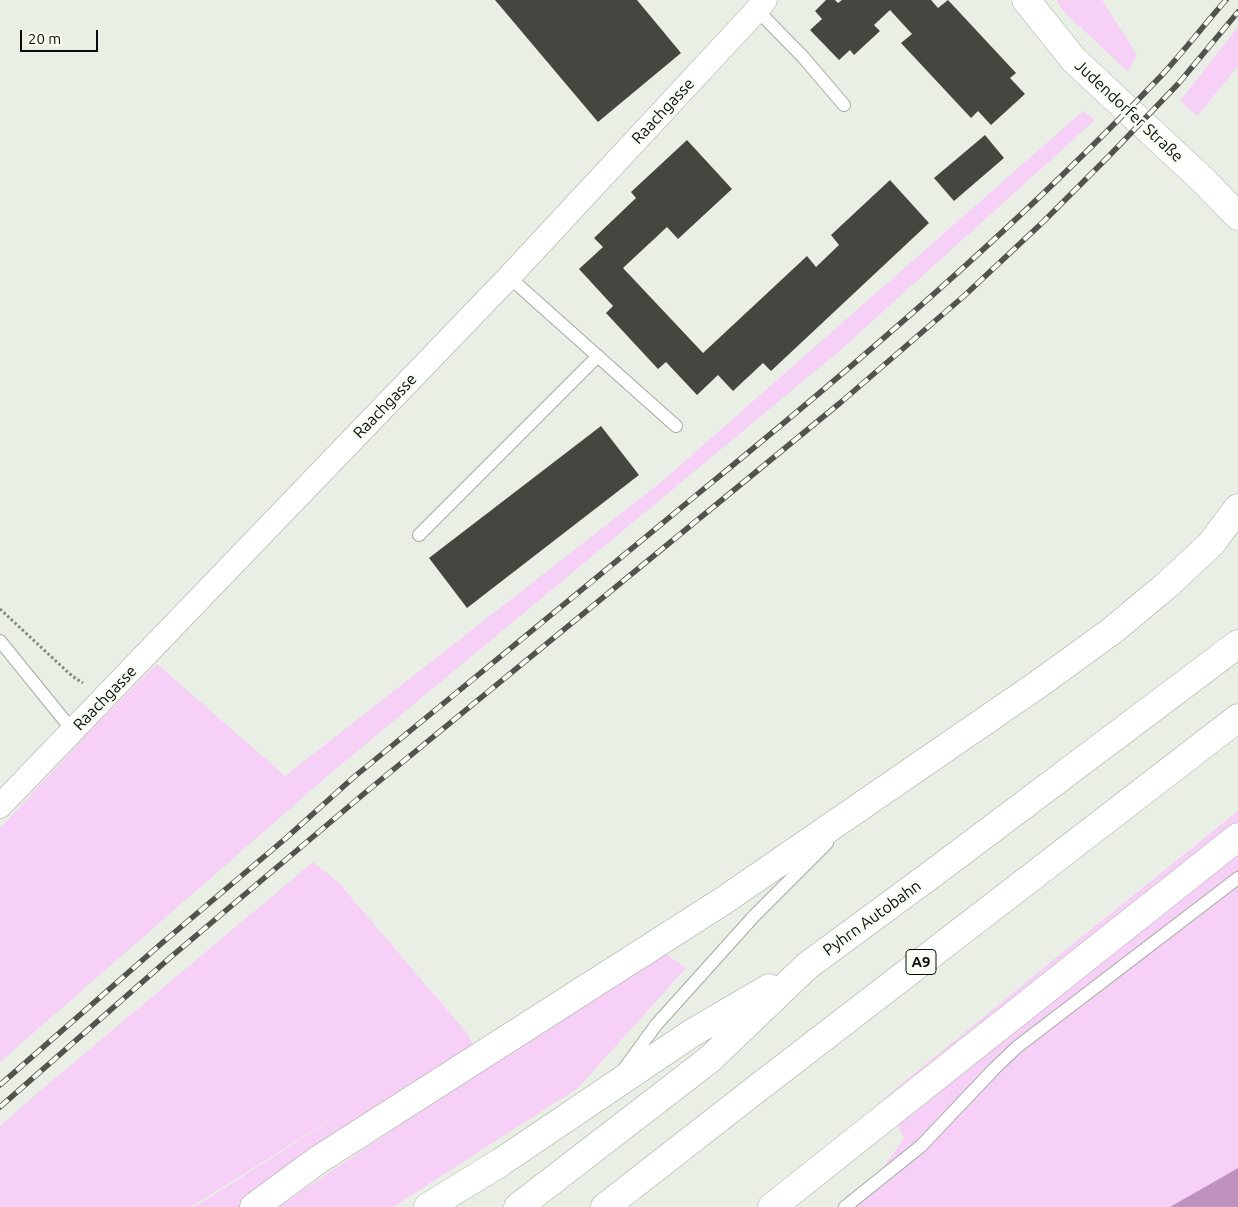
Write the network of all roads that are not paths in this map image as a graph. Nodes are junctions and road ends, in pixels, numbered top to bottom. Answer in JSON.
{"nodes":[{"id":1,"x":1026,"y":0,"type":"edge"},
{"id":2,"x":761,"y":5,"type":"edge"},
{"id":3,"x":844,"y":105,"type":"dead end"},
{"id":4,"x":1238,"y":216,"type":"edge"},
{"id":5,"x":509,"y":277,"type":"junction"},
{"id":6,"x":598,"y":356,"type":"junction"},
{"id":7,"x":676,"y":426,"type":"dead end"},
{"id":8,"x":1238,"y":508,"type":"edge"},
{"id":9,"x":1238,"y":522,"type":"edge"},
{"id":10,"x":419,"y":535,"type":"dead end"},
{"id":11,"x":1211,"y":544,"type":"junction"},
{"id":12,"x":0,"y":641,"type":"edge"},
{"id":13,"x":1238,"y":644,"type":"edge"},
{"id":14,"x":1238,"y":718,"type":"edge"},
{"id":15,"x":73,"y":731,"type":"junction"},
{"id":16,"x":870,"y":800,"type":"junction"},
{"id":17,"x":0,"y":806,"type":"edge"},
{"id":18,"x":1238,"y":836,"type":"edge"},
{"id":19,"x":1238,"y":878,"type":"edge"},
{"id":20,"x":807,"y":966,"type":"junction"},
{"id":21,"x":611,"y":1087,"type":"junction"},
{"id":22,"x":254,"y":1207,"type":"edge"},
{"id":23,"x":428,"y":1207,"type":"edge"},
{"id":24,"x":518,"y":1207,"type":"edge"},
{"id":25,"x":605,"y":1207,"type":"edge"},
{"id":26,"x":772,"y":1207,"type":"edge"},
{"id":27,"x":845,"y":1207,"type":"edge"}],
"edges":[{"from":1,"to":4,"type":"main road","name":"Judendorfer Straße"},
{"from":2,"to":3,"type":"lane"},
{"from":2,"to":5,"type":"street","name":"Raachgasse"},
{"from":5,"to":6,"type":"lane"},
{"from":5,"to":15,"type":"street","name":"Raachgasse"},
{"from":6,"to":7,"type":"lane"},
{"from":6,"to":10,"type":"lane"},
{"from":8,"to":11,"type":"main road"},
{"from":9,"to":11,"type":"main road"},
{"from":11,"to":16,"type":"main road"},
{"from":12,"to":15,"type":"lane"},
{"from":13,"to":20,"type":"main road","name":"Pyhrn Autobahn"},
{"from":14,"to":25,"type":"main road","number":"A9"},
{"from":15,"to":17,"type":"street","name":"Raachgasse"},
{"from":16,"to":21,"type":"lane"},
{"from":16,"to":22,"type":"main road"},
{"from":18,"to":26,"type":"main road"},
{"from":19,"to":27,"type":"lane"},
{"from":20,"to":21,"type":"main road"},
{"from":20,"to":24,"type":"main road","name":"Pyhrn Autobahn"},
{"from":21,"to":23,"type":"main road"}]}
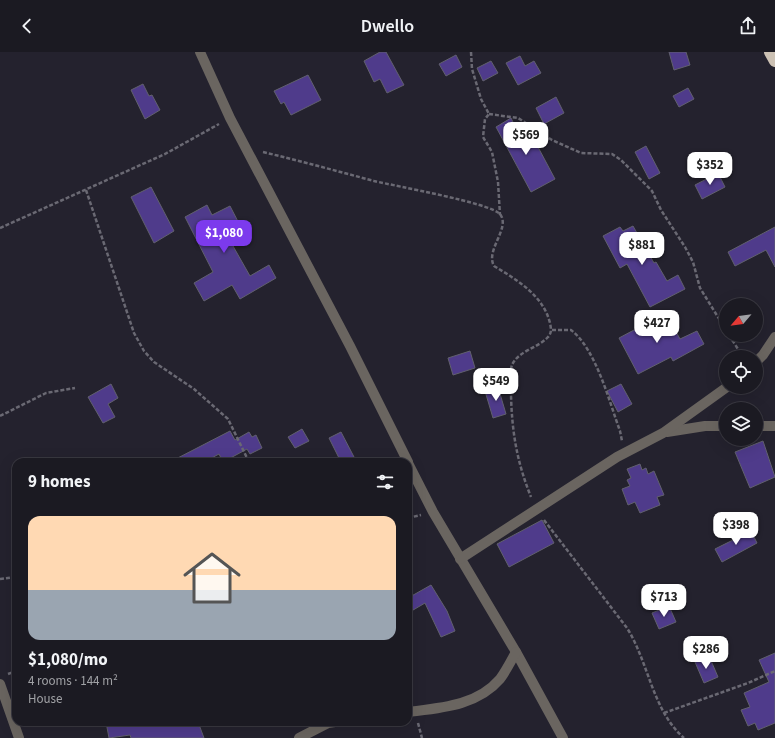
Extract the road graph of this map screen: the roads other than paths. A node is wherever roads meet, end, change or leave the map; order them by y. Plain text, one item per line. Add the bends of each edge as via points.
1 (200, 52) edge
2 (770, 52) edge
3 (775, 61) edge
4 (775, 337) edge
5 (763, 356) edge
6 (719, 393) edge
7 (719, 426) edge
8 (763, 426) edge
9 (775, 426) edge
10 (663, 433) junction
11 (406, 458) edge
12 (412, 470) edge
13 (460, 559) junction
14 (516, 652) junction
15 (0, 684) edge
16 (412, 712) edge
17 (12, 718) edge
18 (15, 726) edge
19 (322, 726) edge
20 (19, 738) edge
21 (299, 738) edge
22 (563, 738) edge

1 - 11 street via 230,118
2 - 3 highway
4 - 5 street
6 - 10 street
7 - 10 street
8 - 9 street
10 - 13 street via 617,457
12 - 13 street
13 - 14 street
14 - 16 street via 500,678 489,690 451,707
14 - 22 street
15 - 17 street
18 - 20 street
19 - 21 street

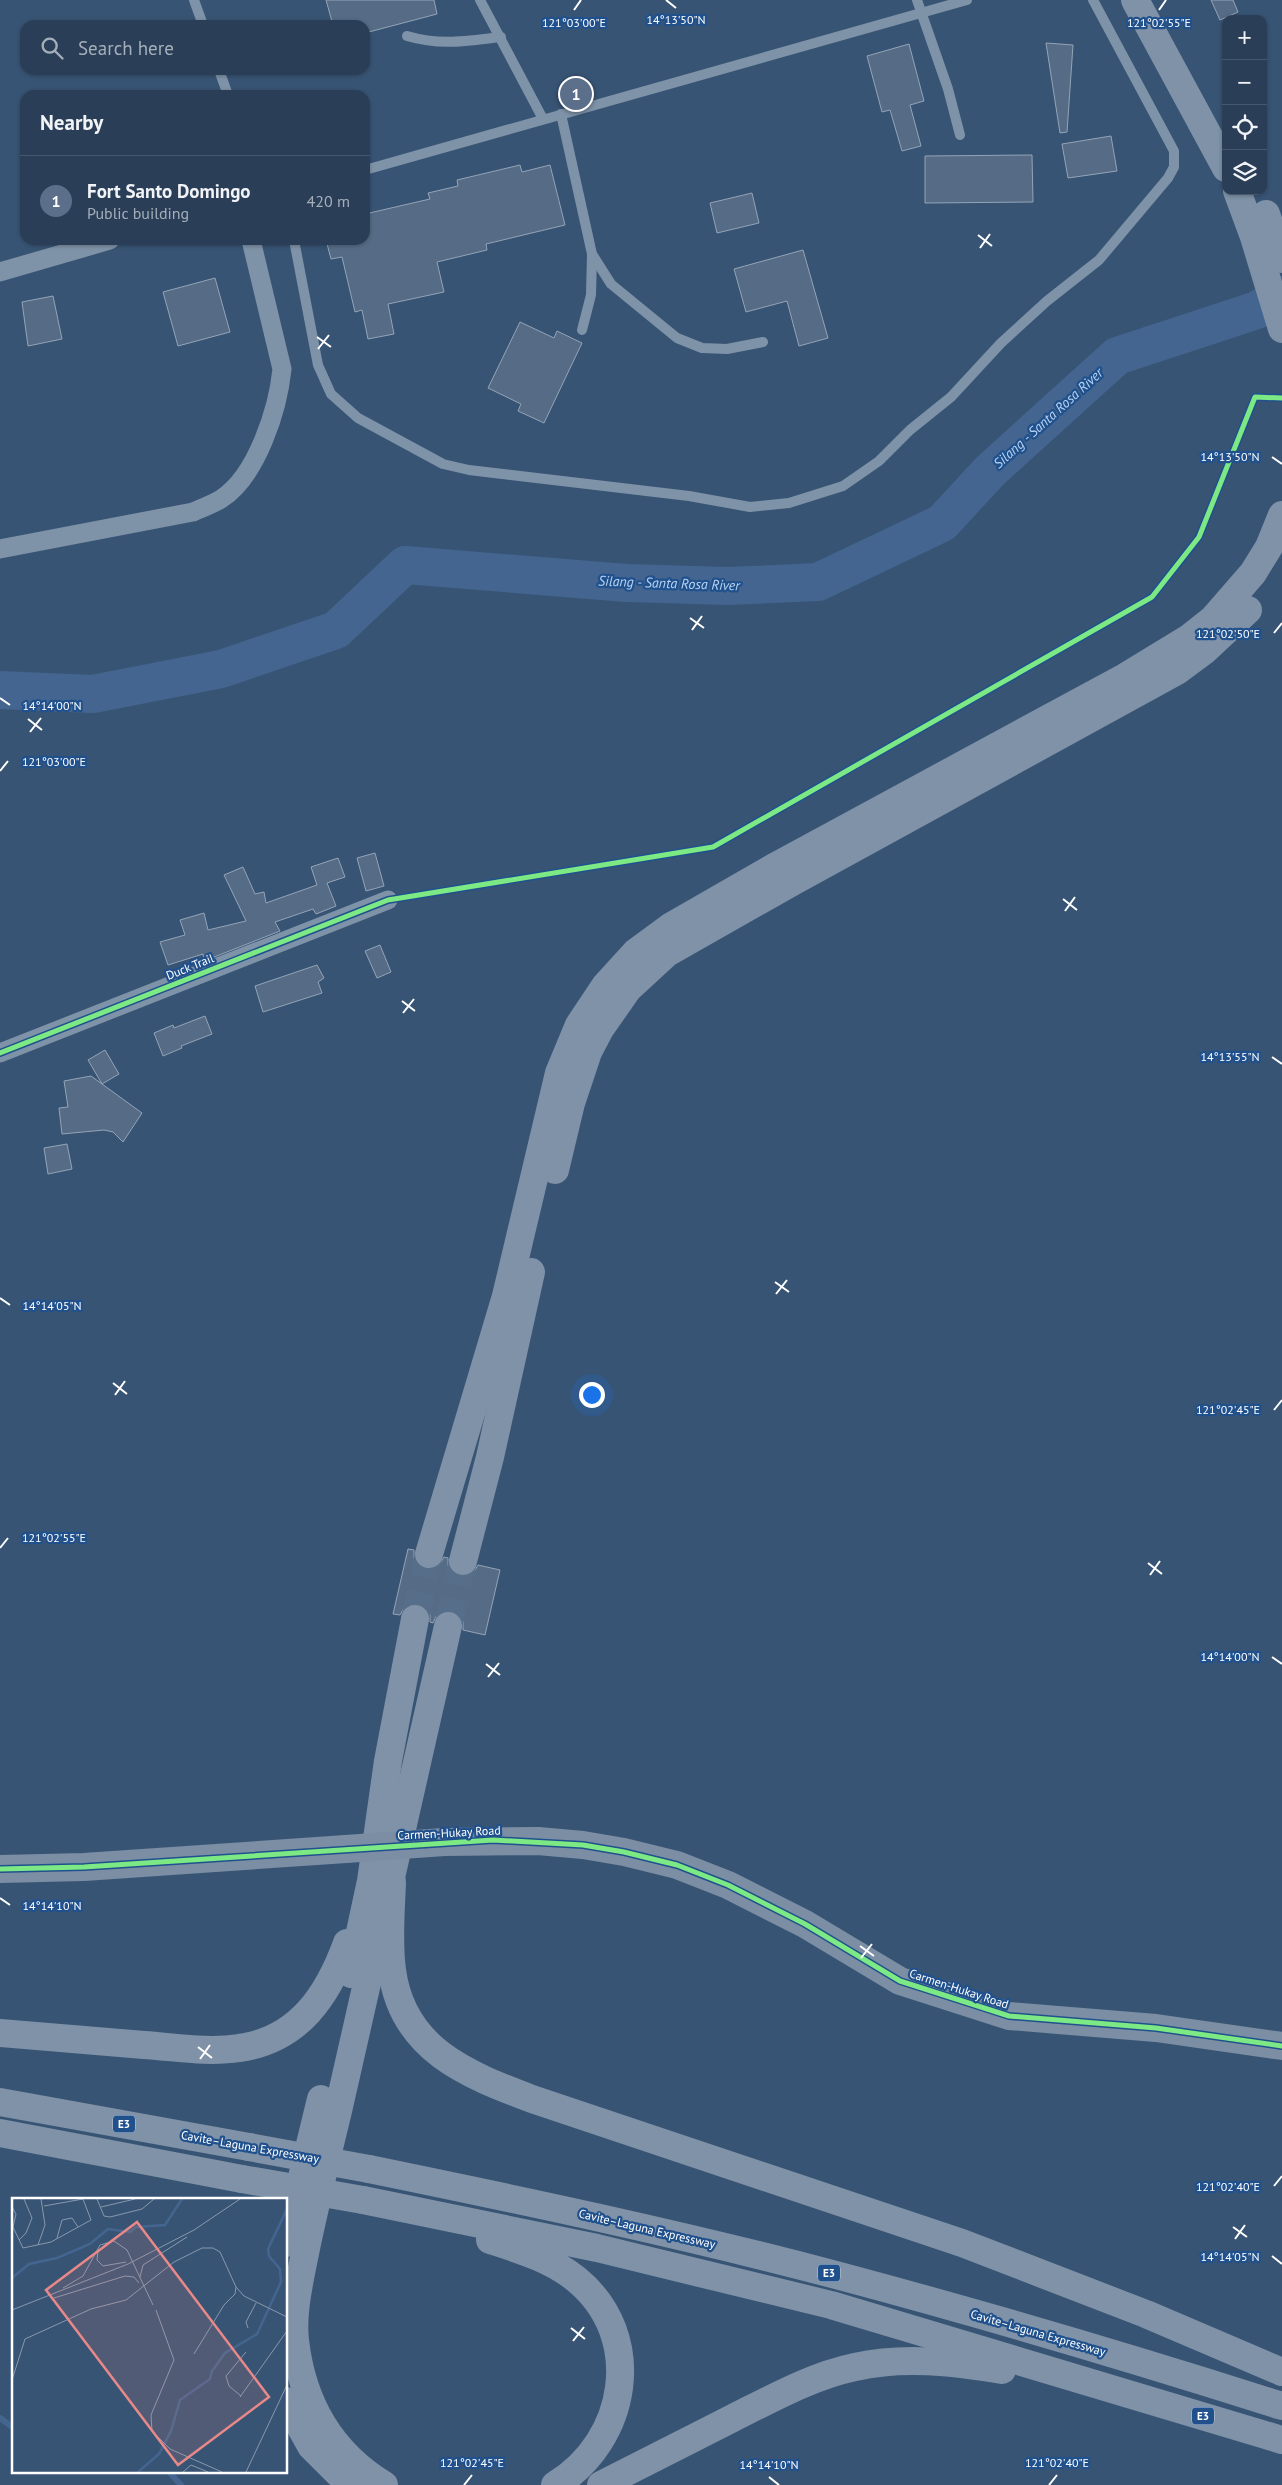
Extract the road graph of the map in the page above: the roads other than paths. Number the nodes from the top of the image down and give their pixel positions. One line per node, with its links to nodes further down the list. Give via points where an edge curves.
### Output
1 (194, 0): 9 (lane)
2 (480, 0): 11 (lane)
3 (917, 0): 8 (lane)
4 (967, 0): 8 (lane)
5 (1093, 0): 23 (lane, via 1174,151 1174,167 1099,260 1001,343 951,397 910,430 879,461 843,486 789,502 750,507 443,464 358,418 331,394 318,365)
6 (1135, 0): 18 (highway)
7 (1157, 0): 16 (highway)
8 (922, 12): 14 (lane); 17 (lane)
9 (201, 20)
10 (407, 36): 11 (lane, via 448,44)
11 (501, 37): 15 (lane)
12 (221, 75): 13 (lane)
13 (226, 90)
14 (561, 114): 15 (lane); 24 (lane)
15 (543, 119): 19 (lane)
16 (1222, 121)
17 (960, 135)
18 (1222, 161)
19 (370, 169)
20 (1249, 195): 25 (highway); 27 (highway)
21 (93, 245): 26 (street)
22 (252, 245): 31 (street, via 282,369 280,391 272,416 258,454 243,476 222,498 193,512)
23 (295, 245)
24 (592, 254): 28 (lane, via 591,295); 29 (lane, via 611,284 677,338 702,348 728,349)
25 (1282, 259)
26 (0, 272)
27 (1282, 329)
28 (582, 330)
29 (763, 342)
30 (1282, 515): 35 (highway, via 1269,547 1253,573 1213,619 1189,638 1125,677 670,927 636,952 605,986 579,1025 559,1073 506,1296)
31 (0, 549)
32 (1282, 562): 36 (highway, via 1249,609 1227,632 1177,671 686,940 648,968 628,989 588,1052 571,1104)
33 (388, 900): 34 (street, Duck Trail)
34 (0, 1053)
35 (429, 1554)
36 (463, 1561)
37 (415, 1619): 40 (highway, via 388,1761)
38 (448, 1626): 40 (highway)
39 (0, 1869): 42 (street, Carmen-Hukay Road, bridge, via 84,1867 444,1842 538,1841 583,1845 677,1866 728,1885 805,1924 900,1980 1009,2016 1156,2028)
40 (381, 1881): 41 (highway, via 324,1995 303,2018 267,2040 238,2048 210,2050); 46 (highway, via 351,1978); 47 (highway, via 396,1990 401,2005 422,2038 451,2064 532,2099 1066,2281); 53 (highway, via 295,2306 294,2337 300,2373 323,2427 342,2452)
41 (0, 2033)
42 (1282, 2046)
43 (0, 2102): 50 (highway, Cavite–Laguna Expressway / E3, bridge, via 533,2202 827,2273)
44 (0, 2133): 45 (highway, E3, bridge)
45 (363, 2200): 48 (highway, E3, via 709,2274 831,2305); 54 (highway, via 544,2258 578,2280 604,2312 618,2351 620,2378 616,2410 605,2435 588,2459)
46 (288, 2235)
47 (1282, 2372)
48 (1125, 2392): 51 (highway, E3); 55 (highway, via 938,2361 856,2366 799,2385)
49 (288, 2405): 52 (highway, via 311,2446)
50 (1282, 2406)
51 (1282, 2440)
52 (350, 2485)
53 (384, 2485)
54 (555, 2485)
55 (601, 2485)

· · ·

— Exercise brief —
Omit the images and transcribe all of the records above word for word.

— Result —
Write the network of all roads that are not paths in this map image as a graph. Nodes are junctions and road ends, in pixels, numbered top to bottom. Answer in JSON.
{"nodes":[{"id":1,"x":1026,"y":0,"type":"edge"},
{"id":2,"x":761,"y":5,"type":"edge"},
{"id":3,"x":844,"y":105,"type":"dead end"},
{"id":4,"x":1238,"y":216,"type":"edge"},
{"id":5,"x":509,"y":277,"type":"junction"},
{"id":6,"x":598,"y":356,"type":"junction"},
{"id":7,"x":676,"y":426,"type":"dead end"},
{"id":8,"x":1238,"y":508,"type":"edge"},
{"id":9,"x":1238,"y":522,"type":"edge"},
{"id":10,"x":419,"y":535,"type":"dead end"},
{"id":11,"x":1211,"y":544,"type":"junction"},
{"id":12,"x":0,"y":641,"type":"edge"},
{"id":13,"x":1238,"y":644,"type":"edge"},
{"id":14,"x":1238,"y":718,"type":"edge"},
{"id":15,"x":73,"y":731,"type":"junction"},
{"id":16,"x":870,"y":800,"type":"junction"},
{"id":17,"x":0,"y":806,"type":"edge"},
{"id":18,"x":1238,"y":836,"type":"edge"},
{"id":19,"x":1238,"y":878,"type":"edge"},
{"id":20,"x":807,"y":966,"type":"junction"},
{"id":21,"x":611,"y":1087,"type":"junction"},
{"id":22,"x":254,"y":1207,"type":"edge"},
{"id":23,"x":428,"y":1207,"type":"edge"},
{"id":24,"x":518,"y":1207,"type":"edge"},
{"id":25,"x":605,"y":1207,"type":"edge"},
{"id":26,"x":772,"y":1207,"type":"edge"},
{"id":27,"x":845,"y":1207,"type":"edge"}],
"edges":[{"from":1,"to":4,"type":"main road","name":"Judendorfer Straße"},
{"from":2,"to":3,"type":"lane"},
{"from":2,"to":5,"type":"street","name":"Raachgasse"},
{"from":5,"to":6,"type":"lane"},
{"from":5,"to":15,"type":"street","name":"Raachgasse"},
{"from":6,"to":7,"type":"lane"},
{"from":6,"to":10,"type":"lane"},
{"from":8,"to":11,"type":"main road"},
{"from":9,"to":11,"type":"main road"},
{"from":11,"to":16,"type":"main road"},
{"from":12,"to":15,"type":"lane"},
{"from":13,"to":20,"type":"main road","name":"Pyhrn Autobahn"},
{"from":14,"to":25,"type":"main road","number":"A9"},
{"from":15,"to":17,"type":"street","name":"Raachgasse"},
{"from":16,"to":21,"type":"lane"},
{"from":16,"to":22,"type":"main road"},
{"from":18,"to":26,"type":"main road"},
{"from":19,"to":27,"type":"lane"},
{"from":20,"to":21,"type":"main road"},
{"from":20,"to":24,"type":"main road","name":"Pyhrn Autobahn"},
{"from":21,"to":23,"type":"main road"}]}
Extract the road graph of this map screen: the roads other than paths. A node is wherever roads meet, end, change or leave the map; order them by y. Plain text, one item per line. Add the bends of each edge as via points.
1 (200, 52) edge
2 (770, 52) edge
3 (775, 61) edge
4 (775, 337) edge
5 (763, 356) edge
6 (719, 393) edge
7 (719, 426) edge
8 (763, 426) edge
9 (775, 426) edge
10 (663, 433) junction
11 (406, 458) edge
12 (412, 470) edge
13 (460, 559) junction
14 (516, 652) junction
15 (0, 684) edge
16 (412, 712) edge
17 (12, 718) edge
18 (15, 726) edge
19 (322, 726) edge
20 (19, 738) edge
21 (299, 738) edge
22 (563, 738) edge

1 - 11 street via 230,118
2 - 3 highway
4 - 5 street
6 - 10 street
7 - 10 street
8 - 9 street
10 - 13 street via 617,457
12 - 13 street
13 - 14 street
14 - 16 street via 500,678 489,690 451,707
14 - 22 street
15 - 17 street
18 - 20 street
19 - 21 street

Extract the road graph of the map in the page above: the roads other than paths. Number the nodes from the top of the image down and give their pixel positions. One line per node, with its links to nodes further down the list. Give via points where an edge curves.
### Output
1 (194, 0): 9 (lane)
2 (480, 0): 11 (lane)
3 (917, 0): 8 (lane)
4 (967, 0): 8 (lane)
5 (1093, 0): 23 (lane, via 1174,151 1174,167 1099,260 1001,343 951,397 910,430 879,461 843,486 789,502 750,507 443,464 358,418 331,394 318,365)
6 (1135, 0): 18 (highway)
7 (1157, 0): 16 (highway)
8 (922, 12): 14 (lane); 17 (lane)
9 (201, 20)
10 (407, 36): 11 (lane, via 448,44)
11 (501, 37): 15 (lane)
12 (221, 75): 13 (lane)
13 (226, 90)
14 (561, 114): 15 (lane); 24 (lane)
15 (543, 119): 19 (lane)
16 (1222, 121)
17 (960, 135)
18 (1222, 161)
19 (370, 169)
20 (1249, 195): 25 (highway); 27 (highway)
21 (93, 245): 26 (street)
22 (252, 245): 31 (street, via 282,369 280,391 272,416 258,454 243,476 222,498 193,512)
23 (295, 245)
24 (592, 254): 28 (lane, via 591,295); 29 (lane, via 611,284 677,338 702,348 728,349)
25 (1282, 259)
26 (0, 272)
27 (1282, 329)
28 (582, 330)
29 (763, 342)
30 (1282, 515): 35 (highway, via 1269,547 1253,573 1213,619 1189,638 1125,677 670,927 636,952 605,986 579,1025 559,1073 506,1296)
31 (0, 549)
32 (1282, 562): 36 (highway, via 1249,609 1227,632 1177,671 686,940 648,968 628,989 588,1052 571,1104)
33 (388, 900): 34 (street, Duck Trail)
34 (0, 1053)
35 (429, 1554)
36 (463, 1561)
37 (415, 1619): 40 (highway, via 388,1761)
38 (448, 1626): 40 (highway)
39 (0, 1869): 42 (street, Carmen-Hukay Road, bridge, via 84,1867 444,1842 538,1841 583,1845 677,1866 728,1885 805,1924 900,1980 1009,2016 1156,2028)
40 (381, 1881): 41 (highway, via 324,1995 303,2018 267,2040 238,2048 210,2050); 46 (highway, via 351,1978); 47 (highway, via 396,1990 401,2005 422,2038 451,2064 532,2099 1066,2281); 53 (highway, via 295,2306 294,2337 300,2373 323,2427 342,2452)
41 (0, 2033)
42 (1282, 2046)
43 (0, 2102): 50 (highway, Cavite–Laguna Expressway / E3, bridge, via 533,2202 827,2273)
44 (0, 2133): 45 (highway, E3, bridge)
45 (363, 2200): 48 (highway, E3, via 709,2274 831,2305); 54 (highway, via 544,2258 578,2280 604,2312 618,2351 620,2378 616,2410 605,2435 588,2459)
46 (288, 2235)
47 (1282, 2372)
48 (1125, 2392): 51 (highway, E3); 55 (highway, via 938,2361 856,2366 799,2385)
49 (288, 2405): 52 (highway, via 311,2446)
50 (1282, 2406)
51 (1282, 2440)
52 (350, 2485)
53 (384, 2485)
54 (555, 2485)
55 (601, 2485)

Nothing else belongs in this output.